**Your instructions:**
Working from the entries below, tally each line that holds "School". Give the tally and nothing else.
*** Opening of Extracted data ***
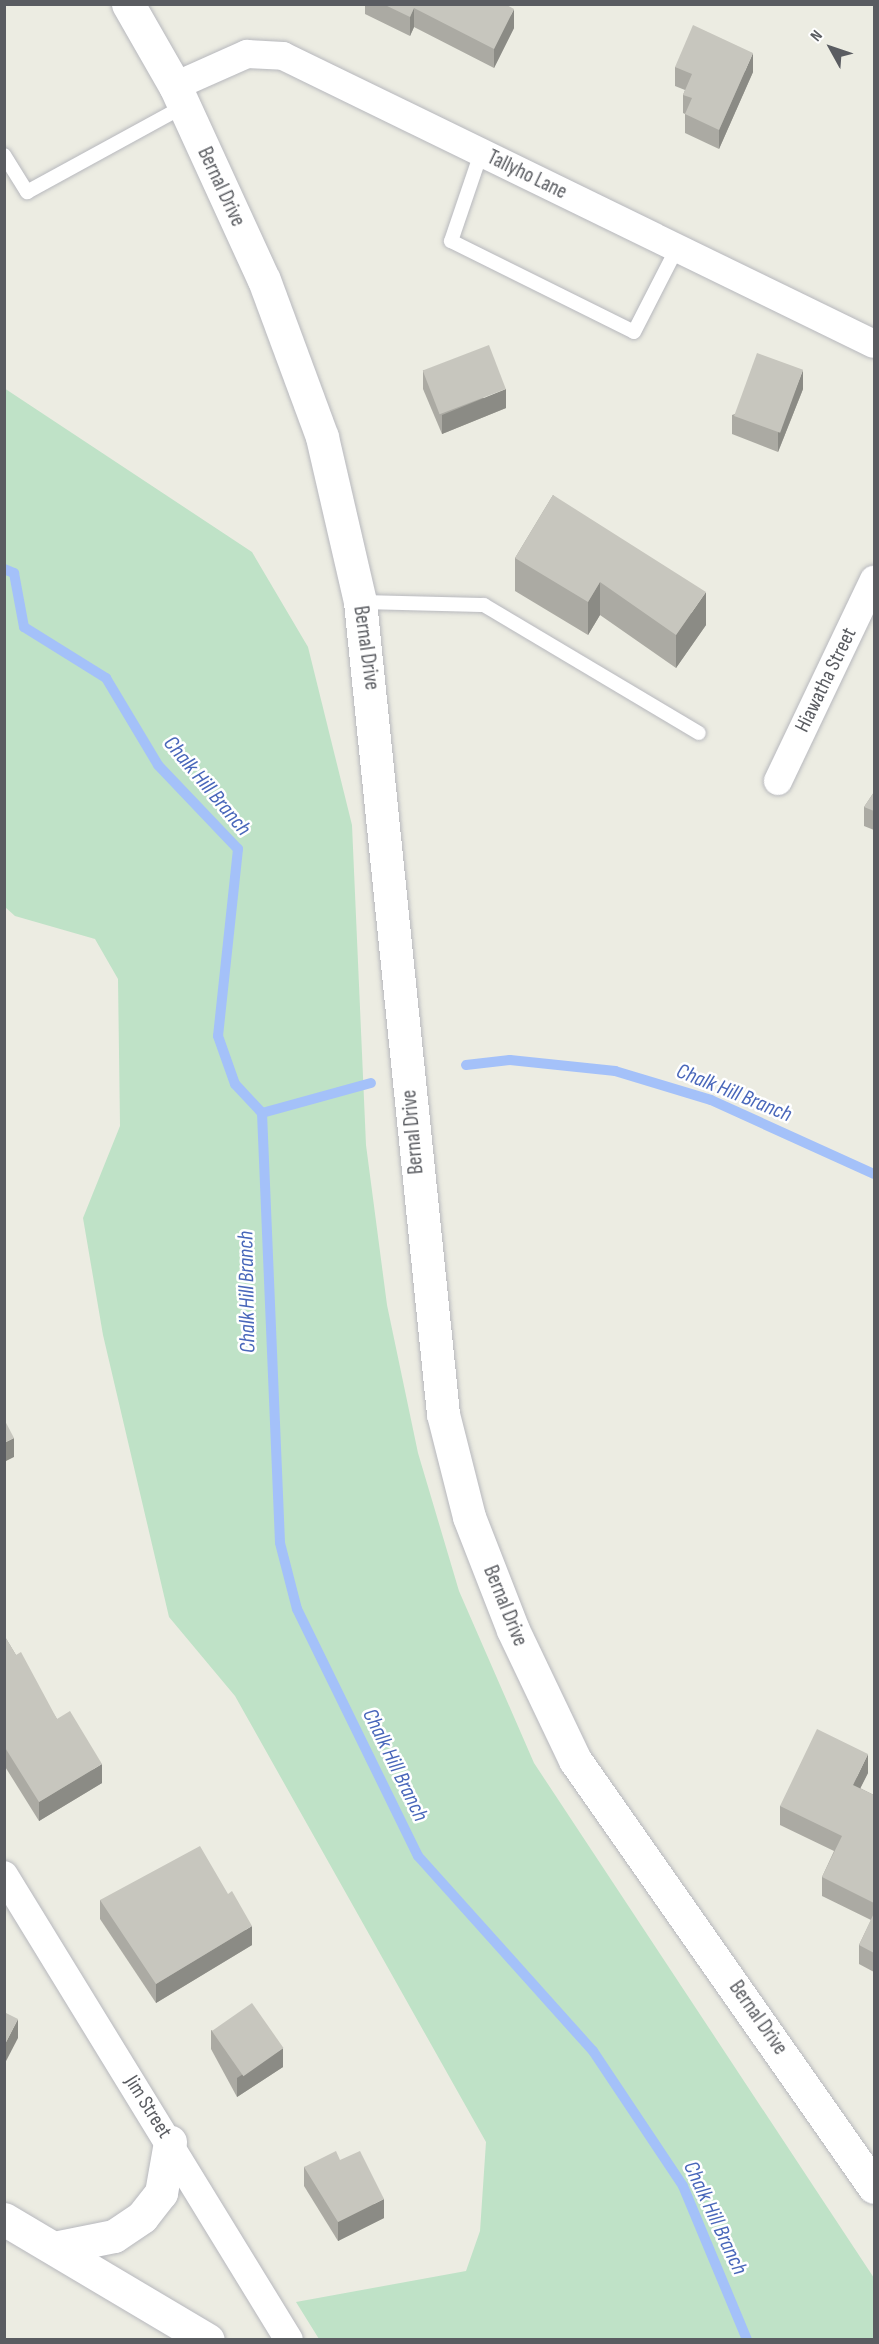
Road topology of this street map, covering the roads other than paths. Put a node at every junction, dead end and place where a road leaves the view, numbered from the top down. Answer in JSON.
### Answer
{"nodes":[{"id":1,"x":128,"y":4,"type":"edge"},
{"id":2,"x":179,"y":96,"type":"junction"},
{"id":3,"x":482,"y":153,"type":"junction"},
{"id":4,"x":4,"y":155,"type":"edge"},
{"id":5,"x":678,"y":248,"type":"junction"},
{"id":6,"x":874,"y":344,"type":"edge"},
{"id":7,"x":874,"y":580,"type":"edge"},
{"id":8,"x":360,"y":602,"type":"junction"},
{"id":9,"x":699,"y":733,"type":"dead end"},
{"id":10,"x":778,"y":781,"type":"dead end"},
{"id":11,"x":4,"y":1875,"type":"edge"},
{"id":12,"x":170,"y":2142,"type":"junction"},
{"id":13,"x":874,"y":2187,"type":"edge"},
{"id":14,"x":4,"y":2219,"type":"edge"},
{"id":15,"x":54,"y":2248,"type":"junction"},
{"id":16,"x":208,"y":2340,"type":"edge"},
{"id":17,"x":289,"y":2340,"type":"edge"}],
"edges":[{"from":1,"to":2,"type":"street","name":"Bernal Drive"},
{"from":2,"to":3,"type":"street","name":"Tallyho Lane"},
{"from":2,"to":4,"type":"lane"},
{"from":2,"to":8,"type":"street","name":"Bernal Drive"},
{"from":3,"to":5,"type":"street","name":"Tallyho Lane"},
{"from":3,"to":5,"type":"lane"},
{"from":5,"to":6,"type":"street","name":"Tallyho Lane"},
{"from":7,"to":10,"type":"street","name":"Hiawatha Street"},
{"from":8,"to":9,"type":"lane"},
{"from":8,"to":13,"type":"street","name":"Bernal Drive"},
{"from":11,"to":12,"type":"street","name":"Jim Street"},
{"from":12,"to":15,"type":"street"},
{"from":12,"to":17,"type":"street","name":"Jim Street"},
{"from":14,"to":15,"type":"street"},
{"from":15,"to":16,"type":"street"}]}
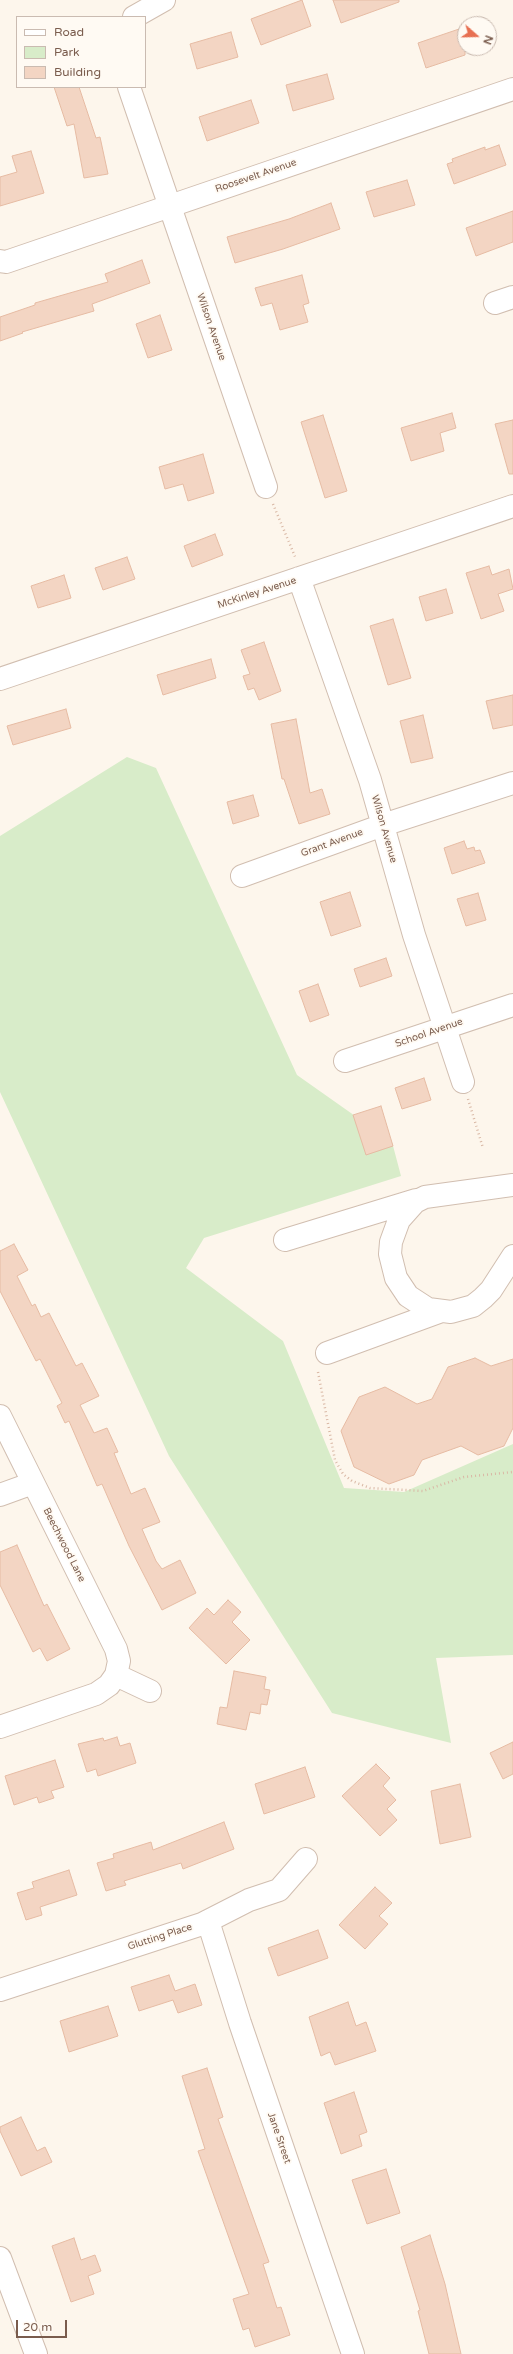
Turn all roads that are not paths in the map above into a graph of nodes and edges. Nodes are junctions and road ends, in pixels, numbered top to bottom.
1 (164, 0) edge
2 (136, 16) edge
3 (129, 88) edge
4 (513, 89) edge
5 (169, 205) junction
6 (0, 261) edge
7 (266, 487) road end
8 (513, 506) edge
9 (298, 572) junction
10 (0, 679) edge
11 (513, 782) edge
12 (383, 825) junction
13 (242, 876) dead end
14 (513, 1005) edge
15 (445, 1027) junction
16 (345, 1061) dead end
17 (463, 1082) road end
18 (509, 1189) edge
19 (425, 1197) junction
20 (285, 1240) dead end
21 (513, 1256) edge
22 (439, 1312) junction
23 (322, 1362) road end
24 (0, 1416) edge
25 (33, 1483) junction
26 (0, 1495) edge
27 (116, 1675) junction
28 (150, 1691) dead end
29 (0, 1727) edge
30 (306, 1860) dead end
31 (208, 1921) junction
32 (0, 1990) edge
33 (0, 2258) edge
34 (36, 2354) edge
35 (353, 2354) edge

1 - 2 street
3 - 5 street, Wilson Avenue
4 - 5 street, Roosevelt Avenue
5 - 6 street, Roosevelt Avenue
5 - 7 street, Wilson Avenue
8 - 9 street, McKinley Avenue
9 - 10 street, McKinley Avenue
9 - 12 street, Wilson Avenue
11 - 12 street, Grant Avenue
12 - 13 street, Grant Avenue
12 - 15 street, Wilson Avenue
14 - 15 street, School Avenue
15 - 16 street, School Avenue
15 - 17 street, Wilson Avenue
18 - 19 street
19 - 20 street
19 - 22 street
21 - 22 street
22 - 23 street
24 - 25 street, Beechwood Lane
25 - 26 street
25 - 27 street, Beechwood Lane
27 - 28 street
27 - 29 street
30 - 31 street, Glutting Place
31 - 32 street, Glutting Place
31 - 35 street, Jane Street
33 - 34 street

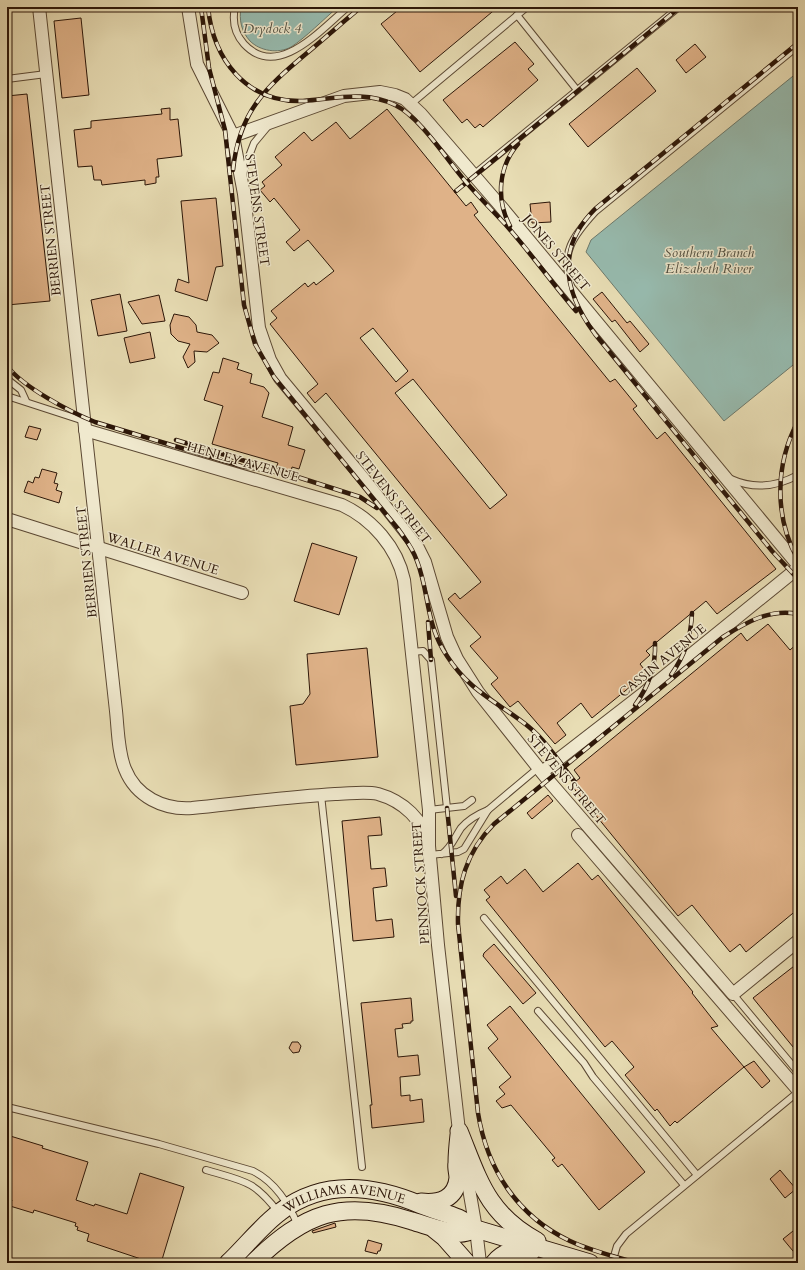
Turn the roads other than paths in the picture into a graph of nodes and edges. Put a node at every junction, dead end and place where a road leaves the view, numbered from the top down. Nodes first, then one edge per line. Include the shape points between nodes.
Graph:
1 (38, 7) edge
2 (188, 7) edge
3 (193, 7) edge
4 (235, 7) edge
5 (348, 7) edge
6 (527, 7) edge
7 (678, 7) edge
8 (517, 16) junction
9 (191, 22) junction
10 (798, 46) edge
11 (46, 74) junction
12 (7, 79) edge
13 (577, 90) junction
14 (411, 104) junction
15 (270, 124) junction
16 (233, 136) junction
17 (472, 176) junction
18 (241, 178) junction
19 (585, 308) junction
20 (7, 379) edge
21 (7, 396) edge
22 (26, 401) junction
23 (84, 425) junction
24 (719, 471) junction
25 (798, 475) edge
26 (7, 519) edge
27 (384, 538) joint
28 (99, 548) junction
29 (798, 567) edge
30 (242, 593) dead end
31 (411, 652) junction
32 (540, 770) junction
33 (321, 795) junction
34 (472, 800) dead end
35 (448, 808) junction
36 (429, 810) junction
37 (488, 810) junction
38 (578, 835) dead end
39 (434, 851) junction
40 (484, 918) dead end
41 (798, 941) edge
42 (733, 994) junction
43 (538, 1011) dead end
44 (798, 1072) edge
45 (798, 1091) edge
46 (7, 1107) edge
47 (459, 1131) junction
48 (362, 1167) dead end
49 (206, 1170) dead end
50 (697, 1175) junction
51 (684, 1185) junction
52 (409, 1200) junction
53 (284, 1209) junction
54 (427, 1225) junction
55 (299, 1226) junction
56 (476, 1230) junction
57 (560, 1254) junction
58 (228, 1263) edge
59 (253, 1263) edge
60 (467, 1263) edge
61 (480, 1263) edge
62 (494, 1263) edge
63 (590, 1263) edge
64 (612, 1263) edge

1 - 11 street, BERRIEN STREET
2 - 9 street, STEVENS STREET
3 - 9 street, STEVENS STREET
4 - 5 lane via 234,24 242,41 256,53 273,57 284,56 294,51
6 - 8 lane
7 - 13 lane
8 - 13 lane
8 - 14 lane
9 - 16 street, STEVENS STREET via 197,64
10 - 19 lane via 595,212 580,228 571,242 567,262 571,285
11 - 12 lane
11 - 23 street, BERRIEN STREET
13 - 17 lane
14 - 15 street, JONES STREET via 400,96 387,93 360,93 328,101
14 - 17 street, JONES STREET
15 - 16 street, JONES STREET
15 - 18 lane via 248,154
16 - 18 street, STEVENS STREET
17 - 19 street, JONES STREET via 503,209
18 - 32 street, STEVENS STREET via 259,328 270,360 280,378 418,548 457,659 478,692
19 - 24 street, JONES STREET
20 - 22 lane via 21,390
21 - 22 lane
22 - 23 lane
23 - 27 street, HENLEY AVENUE via 342,505 370,524
23 - 28 street, BERRIEN STREET
24 - 25 lane via 735,481 759,486 778,484
24 - 29 street, JONES STREET
26 - 28 street, WALLER AVENUE
27 - 31 street, PENNOCK STREET via 402,570
28 - 30 street, WALLER AVENUE
28 - 33 street, BERRIEN STREET via 123,760 130,778 138,788 158,803 182,809
29 - 32 street, CASSIN AVENUE via 644,693
31 - 35 lane via 423,651 432,660
31 - 36 street, PENNOCK STREET
32 - 37 lane
32 - 42 street, STEVENS STREET
33 - 39 street, BERRIEN STREET via 367,793 389,798 404,806 416,818
33 - 48 lane
34 - 35 lane via 464,806
35 - 36 lane
36 - 39 street, PENNOCK STREET
37 - 39 lane via 464,825 448,849
37 - 39 lane via 464,849 458,852
38 - 45 street
39 - 47 street, PENNOCK STREET via 438,945
40 - 50 lane
41 - 42 street
42 - 44 lane
43 - 51 lane
45 - 50 lane
46 - 53 lane via 159,1144 253,1171 270,1182
47 - 52 street via 456,1165 458,1176 452,1192 437,1203
47 - 56 street, PENNOCK STREET
47 - 57 street via 494,1207 518,1229
49 - 53 lane via 253,1185
50 - 51 lane
51 - 64 lane via 621,1239
52 - 53 street, WILLIAMS AVENUE via 373,1190 347,1187 303,1198
52 - 56 street, WILLIAMS AVENUE via 463,1219
53 - 55 lane
53 - 58 street, WILLIAMS AVENUE
54 - 55 street, WILLIAMS AVENUE via 382,1212 353,1210 309,1220
54 - 56 street, WILLIAMS AVENUE via 460,1234
54 - 60 street via 444,1237
55 - 59 street, WILLIAMS AVENUE via 280,1238
56 - 57 street, WILLIAMS AVENUE
56 - 61 street, PENNOCK STREET
57 - 62 street via 516,1250
57 - 63 street, WILLIAMS AVENUE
*** Close of Extracted data ***
**Written answer:**
2